* **ACTIVITY**
Repeat the data below in full. Pictures must not be part of the copy.

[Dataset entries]
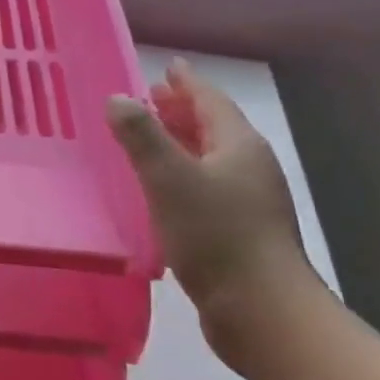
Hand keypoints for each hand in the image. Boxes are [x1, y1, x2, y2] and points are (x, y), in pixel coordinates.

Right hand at [105, 59, 319, 349]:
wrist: (262, 312)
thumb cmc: (216, 235)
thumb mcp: (169, 178)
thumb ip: (141, 135)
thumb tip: (118, 98)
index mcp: (239, 146)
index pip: (211, 100)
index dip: (186, 83)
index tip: (167, 66)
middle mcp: (249, 167)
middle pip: (213, 127)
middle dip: (181, 110)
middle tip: (148, 99)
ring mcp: (249, 201)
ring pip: (209, 157)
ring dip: (180, 142)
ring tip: (147, 138)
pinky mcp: (240, 231)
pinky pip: (205, 186)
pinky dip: (180, 174)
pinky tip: (159, 188)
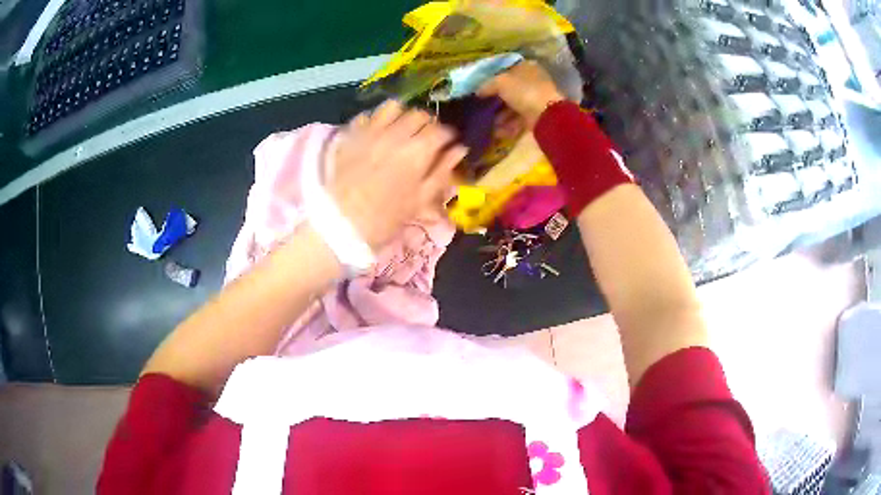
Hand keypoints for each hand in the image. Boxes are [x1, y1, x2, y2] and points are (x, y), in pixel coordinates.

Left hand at [329, 100, 466, 249]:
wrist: (341, 221)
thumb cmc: (386, 216)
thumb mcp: (421, 200)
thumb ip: (442, 171)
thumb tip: (460, 150)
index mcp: (418, 151)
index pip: (441, 130)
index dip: (447, 137)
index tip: (446, 145)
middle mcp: (397, 133)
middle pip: (419, 114)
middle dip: (426, 123)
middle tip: (424, 138)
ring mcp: (372, 130)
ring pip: (394, 107)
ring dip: (402, 115)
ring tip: (401, 129)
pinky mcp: (352, 133)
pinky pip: (369, 114)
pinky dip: (377, 119)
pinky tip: (378, 132)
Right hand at [477, 61, 564, 128]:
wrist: (546, 116)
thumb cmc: (524, 91)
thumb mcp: (500, 82)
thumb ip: (487, 85)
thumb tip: (477, 91)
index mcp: (526, 67)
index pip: (506, 70)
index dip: (492, 78)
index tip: (480, 88)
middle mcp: (532, 81)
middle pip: (509, 90)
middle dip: (495, 100)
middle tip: (482, 107)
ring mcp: (535, 99)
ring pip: (513, 106)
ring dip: (500, 116)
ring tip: (489, 123)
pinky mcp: (536, 116)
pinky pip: (519, 119)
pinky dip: (509, 125)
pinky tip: (498, 132)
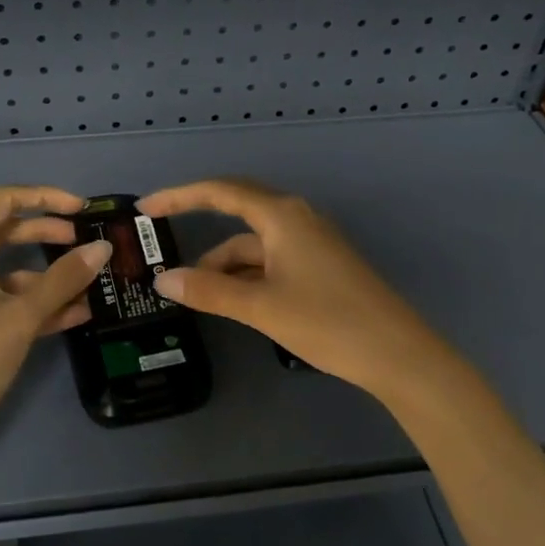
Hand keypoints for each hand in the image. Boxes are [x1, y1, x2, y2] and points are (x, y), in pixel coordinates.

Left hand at [0, 186, 112, 461]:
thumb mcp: (23, 314)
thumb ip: (65, 278)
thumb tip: (102, 248)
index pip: (4, 202)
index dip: (45, 198)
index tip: (81, 209)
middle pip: (7, 234)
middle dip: (49, 235)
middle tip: (87, 243)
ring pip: (11, 273)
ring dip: (50, 276)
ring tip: (92, 284)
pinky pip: (7, 303)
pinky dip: (38, 304)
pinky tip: (77, 314)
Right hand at [136, 179, 453, 399]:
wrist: (398, 354)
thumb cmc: (328, 321)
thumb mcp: (261, 306)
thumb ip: (210, 290)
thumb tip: (163, 280)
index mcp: (282, 216)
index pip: (221, 192)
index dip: (180, 196)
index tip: (146, 208)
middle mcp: (297, 219)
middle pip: (237, 212)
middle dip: (198, 226)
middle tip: (160, 243)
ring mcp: (312, 243)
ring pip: (254, 243)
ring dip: (224, 262)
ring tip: (193, 291)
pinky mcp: (321, 266)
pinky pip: (271, 259)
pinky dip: (247, 274)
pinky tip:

* **OUTPUT FOR THIS TASK**
Hand keypoints for each hand in the image. Boxes are [x1, y1, x2, y2] and points are (x, y), in pixel coordinates.

Right hand at [105, 59, 319, 349]:
wrist: (262, 312)
thumb cmc: (216, 235)
thumb mcp: (169, 178)
thumb ip: (141, 135)
thumb tip: (118, 98)
index mcp: (239, 146)
index pip: (211, 100)
index dip: (186, 83)
index tip: (167, 66)
middle mcp: (249, 167)
middle pip: (213, 127)
middle dip: (181, 110)
middle tip: (148, 99)
ring mcp: (249, 201)
ring pip: (209, 157)
ring dip: (180, 142)
ring tip: (147, 138)
pinky mcp: (240, 231)
pinky pip: (205, 186)
pinky dip: (180, 174)
pinky tip: (159, 188)
Hand keypoints for each hand in the image. Boxes are [x1, y1, x2, y2] and points are (x, y), in pixel coordinates.

Left hand at [329, 100, 466, 249]:
wrist: (341, 221)
thumb cmc: (386, 216)
thumb mcp: (421, 200)
thumb ip: (442, 171)
thumb tip: (460, 150)
index mcp: (418, 151)
index pip: (441, 130)
index dip: (447, 137)
index tip: (446, 145)
middle mcp: (397, 133)
middle pip: (419, 114)
middle dip: (426, 123)
middle tip: (424, 138)
ring mcp: (372, 130)
ring pip: (394, 107)
ring dip: (402, 115)
ring tip: (401, 129)
pinky mcp: (352, 133)
pinky pip: (369, 114)
pinky dip: (377, 119)
pinky tip: (378, 132)
Right hand at [477, 61, 564, 128]:
wrist: (546, 116)
thumb cmc: (524, 91)
thumb mcp: (500, 82)
thumb ip: (487, 85)
thumb tip: (477, 91)
index mcp: (526, 67)
index pip: (506, 70)
index dip: (492, 78)
index tip: (480, 88)
middle mcp: (532, 81)
middle pip: (509, 90)
middle dip: (495, 100)
middle tip: (482, 107)
ring mcp: (535, 99)
ring pip: (513, 106)
ring dip: (500, 116)
ring tip: (489, 123)
pinky mcp: (536, 116)
pinky pip: (519, 119)
pinky dip: (509, 125)
pinky tip: (498, 132)
Hand keypoints for each hand in the image. Boxes are [x1, y1, x2, y2] and points are (x, y), in pixel coordinates.

Left hand at [0, 186, 112, 461]:
thumb mcp: (23, 314)
thumb ip: (65, 278)
thumb tip: (102, 248)
index pip: (4, 202)
index dip: (45, 198)
index tip: (81, 209)
middle pip: (7, 234)
middle dip: (49, 235)
middle tip: (87, 243)
ring pip: (11, 273)
ring dip: (50, 276)
ring tip: (92, 284)
pinky pip: (7, 303)
pinky dip: (38, 304)
pinky tip: (77, 314)
Right hand at [136, 179, 453, 399]:
wrist: (398, 354)
thumb cmc: (328, 321)
thumb mcp: (261, 306)
thumb ip: (210, 290)
thumb tip: (163, 280)
index mcp: (282, 216)
index pip: (221, 192)
index dip: (180, 196)
index tip: (146, 208)
middle mcp: (297, 219)
middle pip: (237, 212)
middle dip: (198, 226)
middle tip: (160, 243)
ring mcp: (312, 243)
ring pip: (254, 243)
ring dip: (224, 262)
ring tip: (193, 291)
pinky mcp: (321, 266)
pinky pip: (271, 259)
pinky dip: (247, 274)
pinky tip:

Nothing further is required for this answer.